5-HT inhibits lateral entorhinal cortical neurons of the rat in vitro by activation of potassium channel-coupled 5-HT1A receptors.

Serotonin (1-40 microM) reduced input resistance by 20.6 +/- 6% and hyperpolarized stellate and pyramidal neurons of layers two and three of the lateral entorhinal cortex. 5-Carboxamidotryptamine, a 5-HT1 agonist, and the selective 5-HT1A agonist 8-hydroxy-dipropylaminotetralin mimicked the action of serotonin. The reversal potential of 5-HT-mediated hyperpolarizations was sensitive to the extracellular K+ concentration, indicating a potassium conductance change. Serotonin treatment suppressed excitatory amino acid-mediated synaptic potentials (by 48%, Kd = 6.9 microM) and responses to exogenously applied glutamate (70.1 +/- 17% of control, n = 7), but did not alter paired-pulse facilitation, indicating a postsynaptic site of action.
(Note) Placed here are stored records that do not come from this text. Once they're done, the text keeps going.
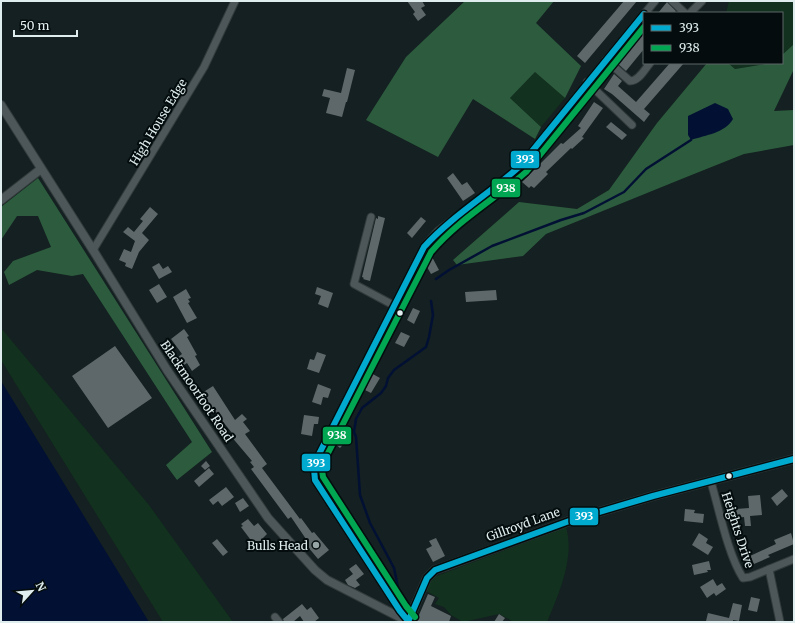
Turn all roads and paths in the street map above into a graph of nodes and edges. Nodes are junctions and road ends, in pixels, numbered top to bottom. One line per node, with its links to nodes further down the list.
1 (235, 1): 17 (street, High House Edge)
2 (655, 1): 5 (street)
3 (672, 1): 6 (street)
4 (702, 1): 7 (street)
5 (647, 12)
6 (686, 12)
7 (688, 12)
8 (643, 16): 9 (street)
9 (606, 60): 10 (street); 11 (street)
10 (649, 64)
11 (587, 82): 13 (street); 18 (street)
12 (1, 105): 14 (street, Blackmoorfoot Road)
13 (632, 125)
14 (41, 169): 15 (street); 17 (street, Blackmoorfoot Road)
15 (1, 200)
16 (371, 217): 18 (street)
17 (93, 250): 23 (street, Blackmoorfoot Road)
18 (395, 306): 23 (street)
19 (794, 459): 20 (street, Gillroyd Lane)
20 (711, 482): 22 (street, Heights Drive); 24 (street, Gillroyd Lane)
21 (794, 559): 22 (street, Heights Drive)
22 (769, 569): 25 (street)
23 (399, 614): 24 (street, Blackmoorfoot Road)
24 (409, 622)
25 (780, 622)

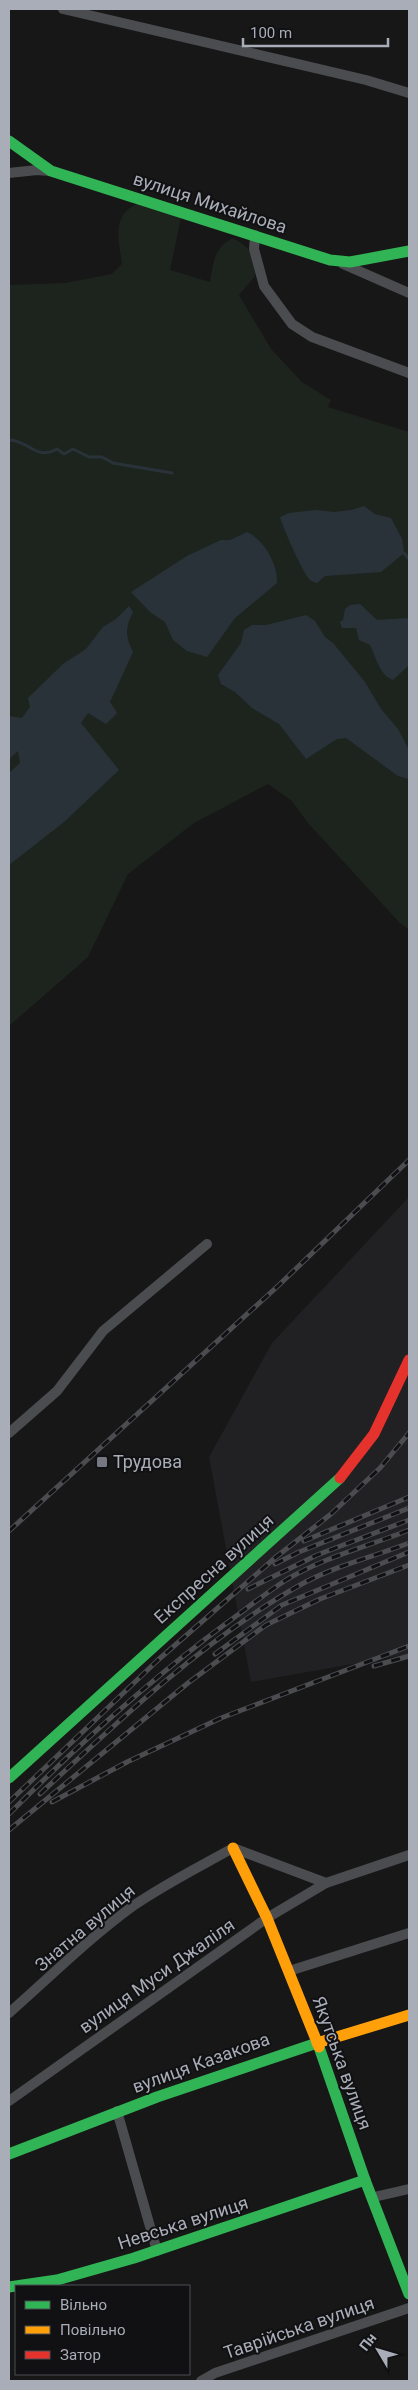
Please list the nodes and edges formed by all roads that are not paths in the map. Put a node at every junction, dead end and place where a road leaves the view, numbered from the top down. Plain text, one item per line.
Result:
1 (63, 9) edge
2 (409, 94) edge
3 (9, 141) edge
4 (51, 171) junction
5 (9, 173) edge
6 (255, 235) junction
7 (409, 251) edge
8 (340, 262) junction
9 (409, 293) edge
10 (409, 373) edge
11 (207, 1244) dead end
12 (409, 1360) edge
13 (9, 1433) edge
14 (9, 1778) edge
15 (232, 1848) junction
16 (409, 1855) edge
17 (326, 1883) junction
18 (267, 1918) junction
19 (409, 1933) edge
20 (289, 1971) junction
21 (9, 2013) edge
22 (409, 2015) edge
23 (317, 2041) junction
24 (9, 2101) edge
25 (117, 2111) junction
26 (9, 2154) edge
27 (365, 2180) junction
28 (409, 2189) edge
29 (374, 2197) junction
30 (157, 2251) junction
31 (27, 2285) edge
32 (409, 2294) edge
33 (409, 2308) edge
34 (201, 2381) edge

1 - 2 street
3 - 4 street, вулиця Михайлова
4 - 5 street
4 - 6 street, вулиця Михайлова
6 - 8 street, вулиця Михайлова
6 - 10 street
7 - 8 street, вулиця Михайлова
8 - 9 street
11 - 13 street
12 - 14 street, Експресна вулиця
15 - 17 street
15 - 18 street, Якутська вулиця
15 - 21 street, Знатна вулиця
16 - 17 street
17 - 18 street, вулиця Муси Джаліля
18 - 20 street, Якутська вулиця
18 - 24 street, вулиця Муси Джаліля
19 - 20 street
20 - 23 street, Якутська вулиця
22 - 23 street, вулиця Казакова
23 - 25 street, вулиця Казакова
23 - 27 street, Якутська вулиця
25 - 26 street, вулиця Казакова
25 - 30 street
27 - 29 street, Якутська вулиця
27 - 30 street, Невська вулиця
28 - 29 street
29 - 32 street, Якутська вулиця
30 - 31 street, Невська вулиця
33 - 34 street, Таврійська вулиця

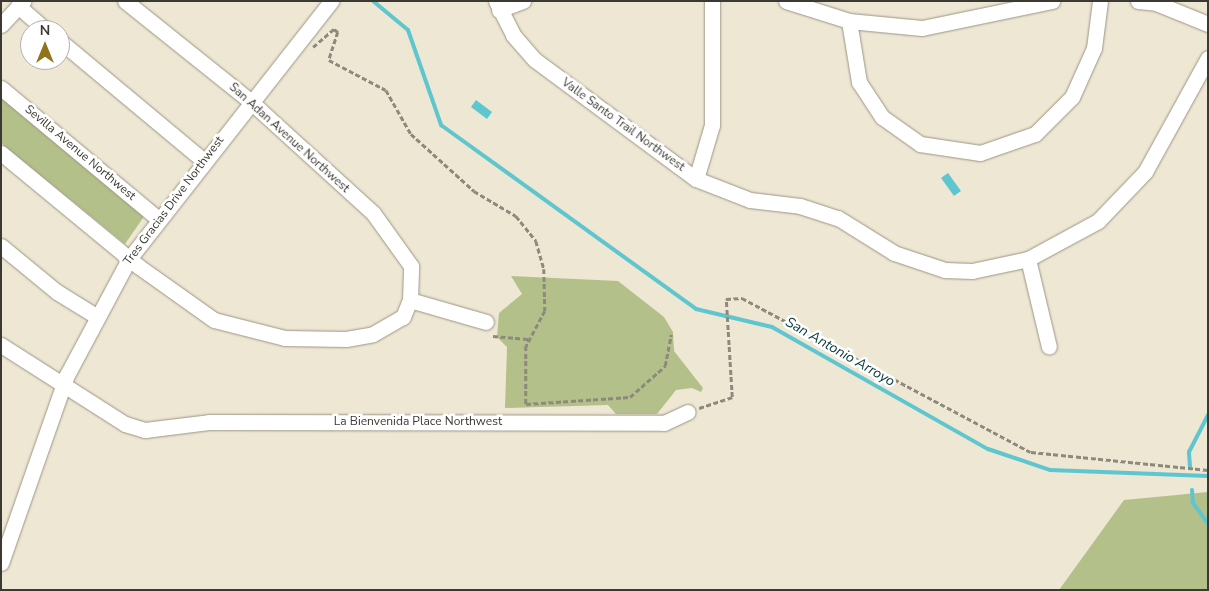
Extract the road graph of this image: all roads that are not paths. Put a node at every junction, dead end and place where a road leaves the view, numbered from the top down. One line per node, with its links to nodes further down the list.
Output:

Intracellular application of QX-314, a blocker of potassium conductance, significantly reduced depression of synaptic potentials by 5-HT agonists. In cells filled with QX-314, responses to exogenously applied glutamate were not reduced by serotonin or 5-carboxamidotryptamine application. These results indicate that the observed conductance increase associated with 5-HT application accounts for most if not all of the observed depressant effects of 5-HT1A agonists on excitatory amino acid-mediated neurotransmission.